Unusually high standard redox potential of acrylyl-CoA/propionyl-CoA couple among enoyl-CoA/acyl-CoA couples: a reason for the distinct metabolic pathway of propionyl-CoA from longer acyl-CoAs.

The standard redox potential of acrylyl-CoA/propionyl-CoA couple (C(3)) was determined to be 69 mV (vs. standard hydrogen electrode) at pH 7 and 25 degrees C. This value implies that the 2, 3-dehydrogenation of propionyl-CoA is thermodynamically much more unfavorable than that of longer acyl-CoAs because the standard redox potentials of crotonyl-CoA/butyryl-CoA (C(4)), octenoyl-CoA/octanoyl-CoA (C(8)), and hexadecenoyl-CoA/palmitoyl-CoA (C(16)) are all about -10 mV. The unusually high standard redox potential of the acrylyl-CoA/propionyl-CoA couple is thought to be one of the reasons that in mammals propionyl-CoA is not metabolized by beta-oxidation as in the case of longer acyl-CoAs, but by a methylmalonyl-CoA pathway.
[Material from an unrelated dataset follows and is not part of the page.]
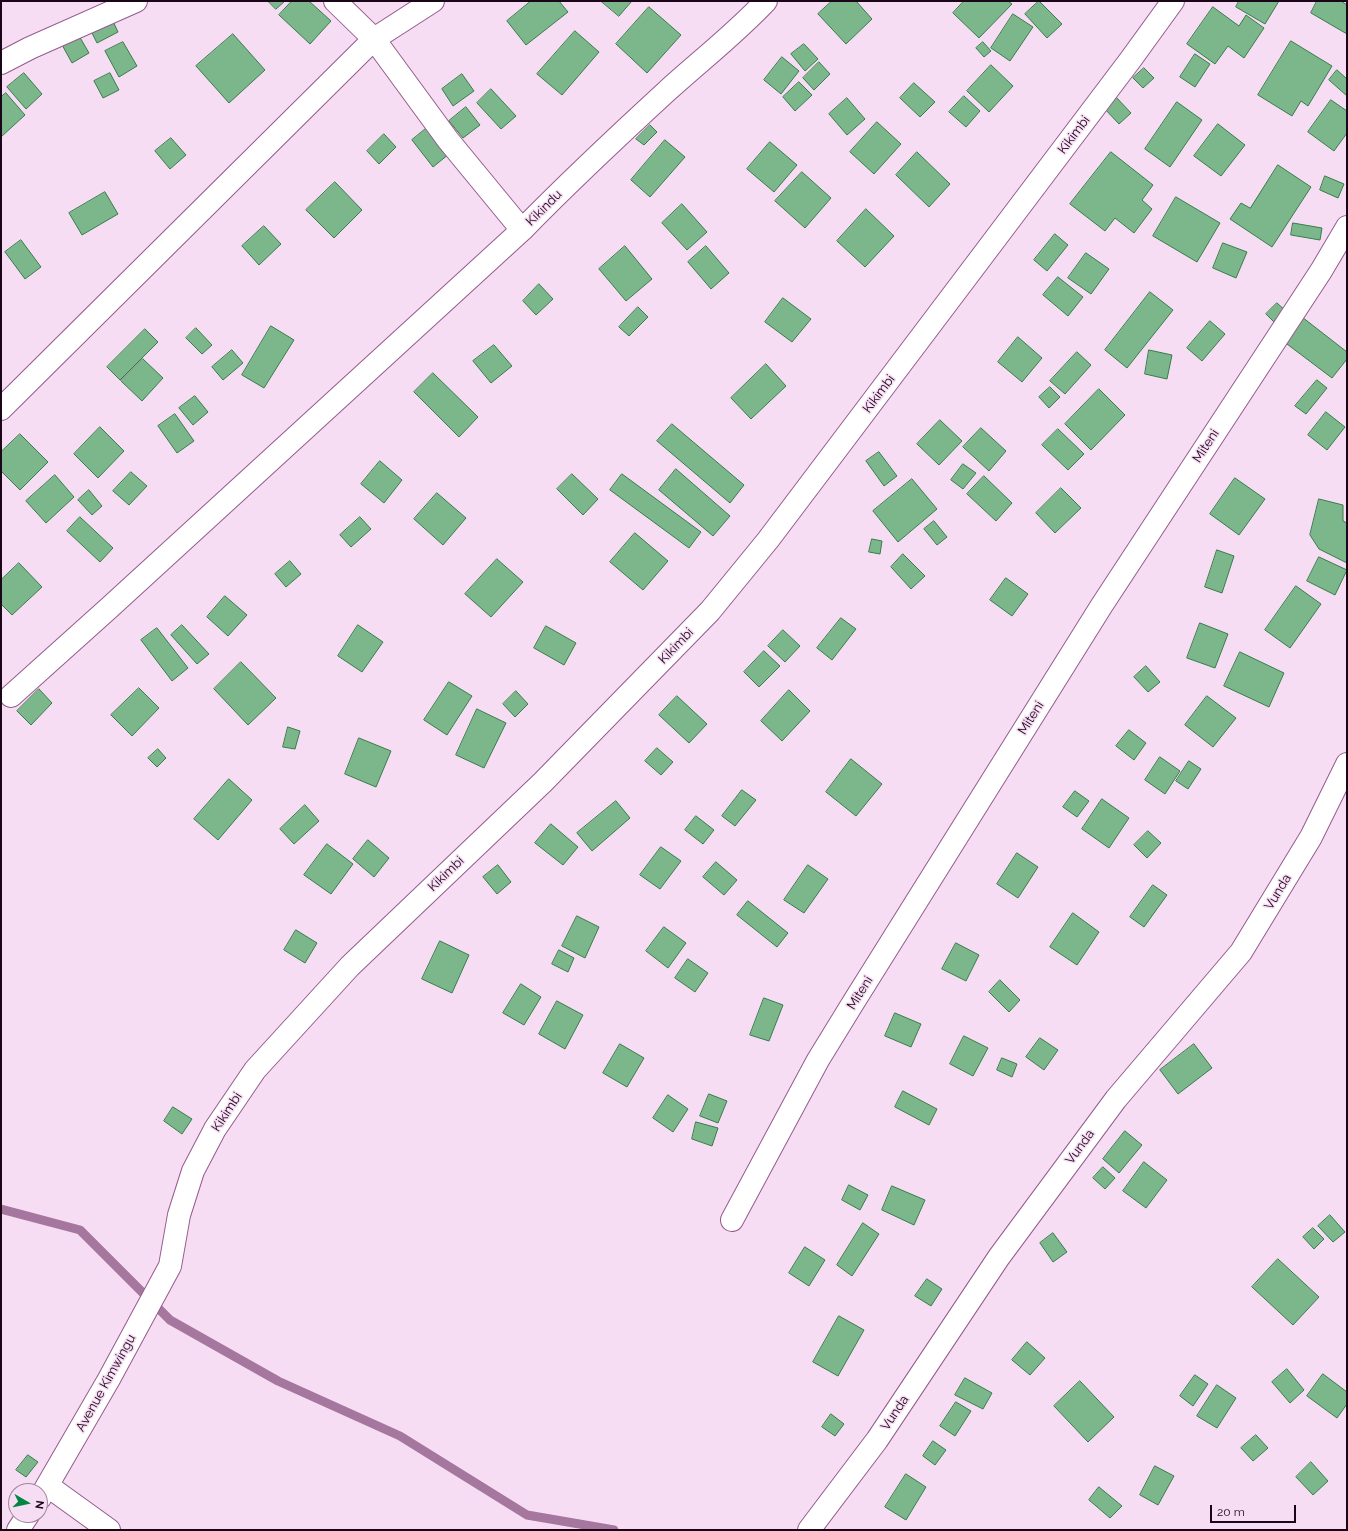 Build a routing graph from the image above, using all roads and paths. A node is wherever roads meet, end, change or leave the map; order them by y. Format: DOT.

The obvious structural difference between C(3) and C(4) (and longer) is whether an H or the C(4) atom is connected to -C(3)H=C(2)H-C(1)O-S-CoA. The molecular orbital calculations (MOPAC) for the enoyl and acyl forms of C(3) and C(4) revealed that this structural feature is the main cause for the higher standard redox potential of the C(3) couple. That is, the C(4)-C(3) bond is stabilized by the dehydrogenation to a greater degree than the H-C(3) bond.